Tiago full name Tiago dos Santos Roberto (born 21 March 1984) is a Brazilian footballer who plays as a forward.

Career
Born in São Paulo, Brazil, Tiago left for Corinthians Alagoano in 2003, played twice in the national cup. He did not play in 2003 Campeonato Brasileiro Série C. May 2004 he returned to São Paulo state and signed a 5-year contract with Paulista. He did not play in 2005 Campeonato Brasileiro Série B.

In January 2006 he left for Brunei DPMM. In February 2007 Tiago returned to Brazil and signed a contract with Extrema.

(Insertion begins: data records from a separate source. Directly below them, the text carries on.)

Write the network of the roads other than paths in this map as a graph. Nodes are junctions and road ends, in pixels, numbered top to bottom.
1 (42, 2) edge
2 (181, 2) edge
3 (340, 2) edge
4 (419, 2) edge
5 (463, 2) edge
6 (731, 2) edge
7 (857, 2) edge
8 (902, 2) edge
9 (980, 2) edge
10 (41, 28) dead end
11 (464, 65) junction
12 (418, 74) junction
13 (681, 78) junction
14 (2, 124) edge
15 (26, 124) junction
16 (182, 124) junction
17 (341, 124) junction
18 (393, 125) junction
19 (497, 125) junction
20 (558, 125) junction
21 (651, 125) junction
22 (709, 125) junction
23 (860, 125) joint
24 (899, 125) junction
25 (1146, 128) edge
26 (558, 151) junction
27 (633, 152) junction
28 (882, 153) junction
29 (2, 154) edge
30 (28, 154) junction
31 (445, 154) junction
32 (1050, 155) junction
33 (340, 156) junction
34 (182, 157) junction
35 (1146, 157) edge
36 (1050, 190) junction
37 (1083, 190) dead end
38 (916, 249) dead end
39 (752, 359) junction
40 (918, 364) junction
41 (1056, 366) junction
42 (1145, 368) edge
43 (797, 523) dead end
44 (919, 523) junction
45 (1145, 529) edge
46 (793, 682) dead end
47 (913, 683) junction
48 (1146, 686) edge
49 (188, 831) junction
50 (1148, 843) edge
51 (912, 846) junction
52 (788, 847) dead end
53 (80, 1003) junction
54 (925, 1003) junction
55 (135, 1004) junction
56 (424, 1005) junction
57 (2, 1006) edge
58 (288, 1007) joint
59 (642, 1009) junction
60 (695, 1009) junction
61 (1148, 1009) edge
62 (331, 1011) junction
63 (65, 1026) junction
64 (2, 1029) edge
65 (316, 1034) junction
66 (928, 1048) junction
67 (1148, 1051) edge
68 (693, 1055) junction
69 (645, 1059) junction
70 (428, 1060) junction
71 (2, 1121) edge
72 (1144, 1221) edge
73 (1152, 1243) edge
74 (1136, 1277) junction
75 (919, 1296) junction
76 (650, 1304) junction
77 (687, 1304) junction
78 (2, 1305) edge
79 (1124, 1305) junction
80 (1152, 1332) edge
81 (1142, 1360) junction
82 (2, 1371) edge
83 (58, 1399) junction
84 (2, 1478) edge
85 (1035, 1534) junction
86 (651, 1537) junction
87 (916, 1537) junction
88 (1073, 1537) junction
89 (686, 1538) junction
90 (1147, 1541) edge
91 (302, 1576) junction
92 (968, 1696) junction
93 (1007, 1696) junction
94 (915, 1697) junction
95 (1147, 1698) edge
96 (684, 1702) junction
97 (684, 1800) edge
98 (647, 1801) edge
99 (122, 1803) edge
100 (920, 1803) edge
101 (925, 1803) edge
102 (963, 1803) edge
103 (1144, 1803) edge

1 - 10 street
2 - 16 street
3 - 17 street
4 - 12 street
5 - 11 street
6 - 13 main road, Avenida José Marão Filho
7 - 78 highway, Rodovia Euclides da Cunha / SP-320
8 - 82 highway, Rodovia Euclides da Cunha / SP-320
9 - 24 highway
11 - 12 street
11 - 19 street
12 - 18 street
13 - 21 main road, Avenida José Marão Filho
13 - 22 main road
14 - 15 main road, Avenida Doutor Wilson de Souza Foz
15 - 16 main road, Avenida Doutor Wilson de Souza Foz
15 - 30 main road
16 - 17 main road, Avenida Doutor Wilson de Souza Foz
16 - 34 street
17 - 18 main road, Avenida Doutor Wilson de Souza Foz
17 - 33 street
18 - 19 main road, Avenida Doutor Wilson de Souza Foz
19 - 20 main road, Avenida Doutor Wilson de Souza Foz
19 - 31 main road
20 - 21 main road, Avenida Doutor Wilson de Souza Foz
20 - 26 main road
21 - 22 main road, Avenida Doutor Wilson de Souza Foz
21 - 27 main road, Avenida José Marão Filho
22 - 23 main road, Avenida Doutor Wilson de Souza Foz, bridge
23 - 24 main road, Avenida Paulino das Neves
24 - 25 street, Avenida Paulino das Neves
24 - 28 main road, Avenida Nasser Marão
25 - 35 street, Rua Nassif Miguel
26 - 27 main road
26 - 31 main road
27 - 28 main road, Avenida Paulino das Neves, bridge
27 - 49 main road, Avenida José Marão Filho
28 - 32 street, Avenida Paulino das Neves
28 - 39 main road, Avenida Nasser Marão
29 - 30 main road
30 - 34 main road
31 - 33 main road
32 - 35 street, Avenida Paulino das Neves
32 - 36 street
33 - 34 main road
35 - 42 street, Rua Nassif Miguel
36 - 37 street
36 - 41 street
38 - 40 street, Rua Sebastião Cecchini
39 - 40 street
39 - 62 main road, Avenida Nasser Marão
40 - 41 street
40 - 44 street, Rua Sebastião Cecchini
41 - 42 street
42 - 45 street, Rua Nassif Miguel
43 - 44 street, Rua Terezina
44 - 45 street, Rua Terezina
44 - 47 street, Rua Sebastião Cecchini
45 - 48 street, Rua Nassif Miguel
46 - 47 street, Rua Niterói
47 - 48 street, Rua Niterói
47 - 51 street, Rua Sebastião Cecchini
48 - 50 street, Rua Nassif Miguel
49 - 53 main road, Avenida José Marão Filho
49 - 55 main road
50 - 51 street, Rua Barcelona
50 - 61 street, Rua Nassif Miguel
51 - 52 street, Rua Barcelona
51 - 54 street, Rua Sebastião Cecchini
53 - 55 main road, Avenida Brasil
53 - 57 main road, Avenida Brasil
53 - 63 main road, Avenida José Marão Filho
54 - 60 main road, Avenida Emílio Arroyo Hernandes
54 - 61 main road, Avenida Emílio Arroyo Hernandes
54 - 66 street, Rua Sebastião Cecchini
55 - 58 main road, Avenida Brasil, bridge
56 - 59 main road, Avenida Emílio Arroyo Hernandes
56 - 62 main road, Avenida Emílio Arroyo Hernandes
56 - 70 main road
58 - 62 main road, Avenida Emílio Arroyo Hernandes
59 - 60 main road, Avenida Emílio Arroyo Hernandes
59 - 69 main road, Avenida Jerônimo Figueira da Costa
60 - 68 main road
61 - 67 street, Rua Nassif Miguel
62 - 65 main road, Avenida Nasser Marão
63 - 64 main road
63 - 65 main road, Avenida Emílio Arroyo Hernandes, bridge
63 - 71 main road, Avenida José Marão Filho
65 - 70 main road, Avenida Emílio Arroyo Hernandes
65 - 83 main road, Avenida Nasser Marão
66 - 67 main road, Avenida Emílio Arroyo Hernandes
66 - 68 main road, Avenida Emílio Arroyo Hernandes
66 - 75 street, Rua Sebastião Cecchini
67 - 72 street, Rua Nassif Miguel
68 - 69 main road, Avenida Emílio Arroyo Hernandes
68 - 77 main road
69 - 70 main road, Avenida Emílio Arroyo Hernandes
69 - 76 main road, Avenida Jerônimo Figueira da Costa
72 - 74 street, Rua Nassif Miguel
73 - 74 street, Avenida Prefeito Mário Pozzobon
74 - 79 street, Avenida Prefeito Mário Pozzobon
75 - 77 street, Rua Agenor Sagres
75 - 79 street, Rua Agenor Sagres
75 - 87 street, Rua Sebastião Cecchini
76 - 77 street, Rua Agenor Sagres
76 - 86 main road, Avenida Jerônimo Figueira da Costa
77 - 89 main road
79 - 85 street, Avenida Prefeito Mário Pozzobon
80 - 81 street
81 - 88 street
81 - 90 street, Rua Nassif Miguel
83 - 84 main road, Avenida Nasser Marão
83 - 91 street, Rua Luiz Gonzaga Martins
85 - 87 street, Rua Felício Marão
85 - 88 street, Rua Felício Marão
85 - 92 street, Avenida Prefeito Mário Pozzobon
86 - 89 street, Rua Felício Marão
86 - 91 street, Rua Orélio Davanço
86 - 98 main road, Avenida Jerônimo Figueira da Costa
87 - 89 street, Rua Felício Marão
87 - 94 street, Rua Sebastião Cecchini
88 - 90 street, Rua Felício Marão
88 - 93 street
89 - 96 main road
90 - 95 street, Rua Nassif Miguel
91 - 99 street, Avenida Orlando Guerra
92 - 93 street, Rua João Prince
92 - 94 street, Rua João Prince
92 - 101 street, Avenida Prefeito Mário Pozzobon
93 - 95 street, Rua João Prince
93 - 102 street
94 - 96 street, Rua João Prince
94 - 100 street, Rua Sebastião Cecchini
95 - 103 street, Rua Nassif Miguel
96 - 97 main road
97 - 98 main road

In mid-2007 he left for Mexican side Chiapas but mainly a player for its B Team in Primera División A.

In summer 2008, he left for Romanian Liga I club Gloria Buzău, played 5 times, he was fired for discipline problem.

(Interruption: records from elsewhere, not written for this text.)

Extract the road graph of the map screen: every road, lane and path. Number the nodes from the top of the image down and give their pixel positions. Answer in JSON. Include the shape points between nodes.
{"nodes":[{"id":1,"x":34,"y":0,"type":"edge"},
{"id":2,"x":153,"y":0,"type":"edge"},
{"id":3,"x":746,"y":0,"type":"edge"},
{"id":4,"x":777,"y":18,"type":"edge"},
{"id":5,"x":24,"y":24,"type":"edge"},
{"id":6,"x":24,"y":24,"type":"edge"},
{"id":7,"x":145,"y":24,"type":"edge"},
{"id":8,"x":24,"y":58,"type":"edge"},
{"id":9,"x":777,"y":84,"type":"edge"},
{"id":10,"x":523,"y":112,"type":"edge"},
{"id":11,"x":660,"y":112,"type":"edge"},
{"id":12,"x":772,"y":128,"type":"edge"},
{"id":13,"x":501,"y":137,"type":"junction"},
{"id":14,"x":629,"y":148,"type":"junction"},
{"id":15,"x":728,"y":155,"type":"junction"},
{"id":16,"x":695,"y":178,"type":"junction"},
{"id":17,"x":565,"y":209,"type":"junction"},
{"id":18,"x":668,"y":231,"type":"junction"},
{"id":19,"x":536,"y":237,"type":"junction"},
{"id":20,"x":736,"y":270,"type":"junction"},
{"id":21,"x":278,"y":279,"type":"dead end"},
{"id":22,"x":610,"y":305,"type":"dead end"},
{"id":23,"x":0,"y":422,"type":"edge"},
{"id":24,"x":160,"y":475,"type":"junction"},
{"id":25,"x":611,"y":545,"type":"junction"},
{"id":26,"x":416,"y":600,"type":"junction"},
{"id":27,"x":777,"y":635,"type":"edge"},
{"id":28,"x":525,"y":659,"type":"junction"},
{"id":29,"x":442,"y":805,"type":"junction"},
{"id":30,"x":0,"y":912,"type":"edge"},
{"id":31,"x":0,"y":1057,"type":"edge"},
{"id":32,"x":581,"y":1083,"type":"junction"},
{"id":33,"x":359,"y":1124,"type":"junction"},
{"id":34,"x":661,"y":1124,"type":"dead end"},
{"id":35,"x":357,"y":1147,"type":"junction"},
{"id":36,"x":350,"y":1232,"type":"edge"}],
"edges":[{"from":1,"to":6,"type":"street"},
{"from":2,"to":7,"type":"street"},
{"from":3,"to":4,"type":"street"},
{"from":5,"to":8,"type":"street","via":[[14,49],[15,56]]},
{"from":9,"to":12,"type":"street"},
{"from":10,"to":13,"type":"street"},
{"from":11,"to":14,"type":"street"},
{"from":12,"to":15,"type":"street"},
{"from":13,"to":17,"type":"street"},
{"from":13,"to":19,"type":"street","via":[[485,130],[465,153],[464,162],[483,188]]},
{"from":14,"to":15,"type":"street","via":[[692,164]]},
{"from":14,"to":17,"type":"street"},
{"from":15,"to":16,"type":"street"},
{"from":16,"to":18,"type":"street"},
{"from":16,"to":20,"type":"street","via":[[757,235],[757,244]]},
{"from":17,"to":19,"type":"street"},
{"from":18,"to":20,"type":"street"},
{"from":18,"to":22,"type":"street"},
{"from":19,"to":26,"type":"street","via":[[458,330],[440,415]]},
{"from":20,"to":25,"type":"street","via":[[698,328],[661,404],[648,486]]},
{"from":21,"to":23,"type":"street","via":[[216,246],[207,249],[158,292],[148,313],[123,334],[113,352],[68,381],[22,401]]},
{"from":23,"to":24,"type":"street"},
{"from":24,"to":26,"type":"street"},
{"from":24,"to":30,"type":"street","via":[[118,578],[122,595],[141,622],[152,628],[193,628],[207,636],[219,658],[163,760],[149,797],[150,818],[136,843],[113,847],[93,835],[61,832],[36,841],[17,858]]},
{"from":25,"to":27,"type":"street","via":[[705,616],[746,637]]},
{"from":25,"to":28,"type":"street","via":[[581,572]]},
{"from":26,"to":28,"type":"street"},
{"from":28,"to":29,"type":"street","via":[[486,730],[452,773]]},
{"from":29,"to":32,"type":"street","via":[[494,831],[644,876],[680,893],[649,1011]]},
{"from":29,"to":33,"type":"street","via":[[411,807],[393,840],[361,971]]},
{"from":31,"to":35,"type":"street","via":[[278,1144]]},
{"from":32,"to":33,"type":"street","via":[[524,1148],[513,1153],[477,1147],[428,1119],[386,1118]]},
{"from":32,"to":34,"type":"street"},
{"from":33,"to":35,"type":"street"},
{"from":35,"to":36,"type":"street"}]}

In 2009, he returned to Brazil for Campeonato Paulista Série A3 club Força. He played twice in the state 3rd level and was sent off on the first match he played.

In February 2010, he was signed by Fluminense de Feira. He was released before the start of 2010 Campeonato Brasileiro Série D.

In June 2010 he was signed by Amparo for 2010 Campeonato Paulista Segunda Divisão. He played 6 matches in the state league, scored 3 times.

In January 2011 he was signed by Fast until the end of 2011 Campeonato Amazonense. In mid-2011 he left for Omani club Dhofar.

In 2012 Tiago returned to Brazil and signed a contract with Mogi Mirim, he was transferred to Sorriso in March and signed a contract until June 2012.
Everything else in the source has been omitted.